I’ve been doing some sewing today, and it’s always something that makes me sit down and think. It always always always takes longer than I expect/want it to. (Maybe saying always always always was a bit of an exaggeration. There have been some very quick and satisfying projects, if I do say so myself.)
But most of the time, it takes a lot of time.
There’s the inspiration stage of flicking through sewing books, searching craft blogs, opening all my crates of fabric and seeing if anything stands out. This stage is one of happiness, for the frustration hasn’t yet set in and there’s a hope of making the perfect item.
Then there’s the putting-together-stage. Where you gather what you’ll need, rethread the machine, cut out your pieces of fabric, pin it all, and try to make sense of the instructions before you.
Then there’s the actual-sewing-stage.
I always try to rush this stage because I just want to be finished and I want a cool new thing, whatever it is, I just want it done. I want my work to have paid off and I want to show people what I’ve made and I want to pack up. No, no I don’t want to unpick this whole section. No, no I do not want to realise I’ve sewn the wrong pieces together. No, don’t tell me any of this.

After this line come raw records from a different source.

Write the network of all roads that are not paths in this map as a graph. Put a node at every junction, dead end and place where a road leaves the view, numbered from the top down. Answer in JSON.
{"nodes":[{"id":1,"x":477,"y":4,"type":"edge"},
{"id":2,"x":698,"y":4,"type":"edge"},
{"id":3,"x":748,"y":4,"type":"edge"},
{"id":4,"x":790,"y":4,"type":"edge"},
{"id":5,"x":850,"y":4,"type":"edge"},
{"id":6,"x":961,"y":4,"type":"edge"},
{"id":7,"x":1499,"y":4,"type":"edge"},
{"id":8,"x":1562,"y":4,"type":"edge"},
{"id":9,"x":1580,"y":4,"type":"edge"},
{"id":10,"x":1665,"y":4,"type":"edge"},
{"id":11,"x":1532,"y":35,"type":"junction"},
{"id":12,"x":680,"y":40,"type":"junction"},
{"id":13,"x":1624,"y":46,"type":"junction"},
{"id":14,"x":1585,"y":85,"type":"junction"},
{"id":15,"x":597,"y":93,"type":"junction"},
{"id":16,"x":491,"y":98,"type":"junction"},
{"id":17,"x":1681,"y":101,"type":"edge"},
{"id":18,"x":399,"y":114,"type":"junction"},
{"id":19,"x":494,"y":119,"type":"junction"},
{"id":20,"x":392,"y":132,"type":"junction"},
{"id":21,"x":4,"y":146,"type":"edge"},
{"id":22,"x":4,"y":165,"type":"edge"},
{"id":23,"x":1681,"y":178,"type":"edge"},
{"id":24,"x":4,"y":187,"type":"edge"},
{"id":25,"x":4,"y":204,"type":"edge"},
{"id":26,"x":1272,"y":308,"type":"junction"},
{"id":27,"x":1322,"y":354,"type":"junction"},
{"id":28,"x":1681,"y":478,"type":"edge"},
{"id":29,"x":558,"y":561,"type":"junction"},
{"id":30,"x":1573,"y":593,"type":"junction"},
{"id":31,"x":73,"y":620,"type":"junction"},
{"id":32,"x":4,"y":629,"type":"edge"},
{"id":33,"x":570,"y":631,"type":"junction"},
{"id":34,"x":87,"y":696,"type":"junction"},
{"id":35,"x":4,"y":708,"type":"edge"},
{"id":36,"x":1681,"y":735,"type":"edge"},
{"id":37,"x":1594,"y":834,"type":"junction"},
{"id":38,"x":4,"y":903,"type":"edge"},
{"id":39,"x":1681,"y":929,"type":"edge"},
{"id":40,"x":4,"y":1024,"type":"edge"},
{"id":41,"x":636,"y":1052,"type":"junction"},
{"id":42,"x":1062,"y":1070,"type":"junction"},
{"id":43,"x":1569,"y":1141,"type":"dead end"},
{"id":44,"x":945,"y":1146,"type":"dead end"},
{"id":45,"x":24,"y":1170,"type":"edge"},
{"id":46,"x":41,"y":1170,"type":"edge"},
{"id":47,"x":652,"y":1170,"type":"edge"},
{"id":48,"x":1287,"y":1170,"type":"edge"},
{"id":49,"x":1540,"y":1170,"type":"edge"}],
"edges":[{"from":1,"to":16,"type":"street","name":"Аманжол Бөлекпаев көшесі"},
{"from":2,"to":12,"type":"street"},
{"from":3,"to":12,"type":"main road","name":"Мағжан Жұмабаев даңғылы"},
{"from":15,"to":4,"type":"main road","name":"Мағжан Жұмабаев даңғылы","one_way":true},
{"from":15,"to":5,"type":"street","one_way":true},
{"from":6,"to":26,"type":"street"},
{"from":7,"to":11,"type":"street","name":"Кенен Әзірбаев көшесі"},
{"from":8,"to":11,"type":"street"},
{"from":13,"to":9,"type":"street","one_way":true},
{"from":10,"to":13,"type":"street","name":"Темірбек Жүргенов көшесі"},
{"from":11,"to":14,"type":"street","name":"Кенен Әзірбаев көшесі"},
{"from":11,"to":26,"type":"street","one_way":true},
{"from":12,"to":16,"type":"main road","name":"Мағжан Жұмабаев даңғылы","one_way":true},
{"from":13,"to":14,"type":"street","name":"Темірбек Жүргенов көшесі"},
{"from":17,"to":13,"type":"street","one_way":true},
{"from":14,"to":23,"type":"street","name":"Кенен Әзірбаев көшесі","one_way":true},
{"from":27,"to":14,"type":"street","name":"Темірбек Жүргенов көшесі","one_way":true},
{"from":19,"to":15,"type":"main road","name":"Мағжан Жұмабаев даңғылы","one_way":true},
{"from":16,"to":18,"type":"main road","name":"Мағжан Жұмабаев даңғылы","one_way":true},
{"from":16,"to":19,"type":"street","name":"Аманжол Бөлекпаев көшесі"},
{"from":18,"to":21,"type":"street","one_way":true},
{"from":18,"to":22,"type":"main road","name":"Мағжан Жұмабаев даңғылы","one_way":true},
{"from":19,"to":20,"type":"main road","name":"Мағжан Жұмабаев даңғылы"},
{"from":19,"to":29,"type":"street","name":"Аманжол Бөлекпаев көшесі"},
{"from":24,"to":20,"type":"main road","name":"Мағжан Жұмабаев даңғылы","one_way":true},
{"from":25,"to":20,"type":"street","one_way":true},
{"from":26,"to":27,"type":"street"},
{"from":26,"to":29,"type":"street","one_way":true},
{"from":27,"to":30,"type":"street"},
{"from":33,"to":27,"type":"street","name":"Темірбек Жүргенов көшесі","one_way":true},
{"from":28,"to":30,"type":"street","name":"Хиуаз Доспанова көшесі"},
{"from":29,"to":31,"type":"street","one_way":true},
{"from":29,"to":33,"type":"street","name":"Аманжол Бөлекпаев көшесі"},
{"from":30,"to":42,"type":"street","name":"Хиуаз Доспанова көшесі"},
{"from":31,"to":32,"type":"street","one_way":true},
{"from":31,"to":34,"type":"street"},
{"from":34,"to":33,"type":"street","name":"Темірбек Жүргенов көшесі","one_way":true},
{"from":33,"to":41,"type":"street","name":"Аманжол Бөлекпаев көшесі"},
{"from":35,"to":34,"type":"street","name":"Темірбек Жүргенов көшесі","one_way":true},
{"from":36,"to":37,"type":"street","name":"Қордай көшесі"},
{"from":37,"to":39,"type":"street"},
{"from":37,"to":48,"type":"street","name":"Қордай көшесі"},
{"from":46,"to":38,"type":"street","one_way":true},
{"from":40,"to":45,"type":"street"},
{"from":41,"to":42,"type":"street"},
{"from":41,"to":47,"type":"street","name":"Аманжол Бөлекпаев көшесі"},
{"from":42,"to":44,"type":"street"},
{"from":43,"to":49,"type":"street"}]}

I like rushing things. I like having something done and I like never having to do it again. This is why sewing, in the final hard-yards of the-actual-sewing-stage, I get frustrated and want to give up. Because to make something good, you can’t rush it.
Putting in effort sometimes means being patient and sticking with something and taking the time to carefully go over every aspect. But I just want it done.
When I was twelve, I made a pillow in which I embroidered the word Winter on, along with embroidering a snowman and attaching on some fancy-frilly-trimming-stuff. It was some assignment about different seasons? I don’t know, whatever it was, I decided to sew a cushion.
Things were going really well.
Until I had been working on it for several hours and I really wanted to stop. Like, I really wanted to stop. Mum warned me to not rush the embroidery, but I did anyway.
The word Winter… let’s just say, the inter looked great, but the W was a mess. I was rushing, I no longer cared, and the result was a wonky-wobbly-unevenly-stitched W. Like, it was every sewers nightmare.
You know what happened?
I had to unpick it and resew it, thus taking up more time than if I had done it carefully in the first place.
I have no doubt that there’s some great life lesson to be learned in here somewhere, but if I’m being honest I’m still impatient and I still like rushing and I still prefer to be finished early than to have done a good job. Sorry not sorry?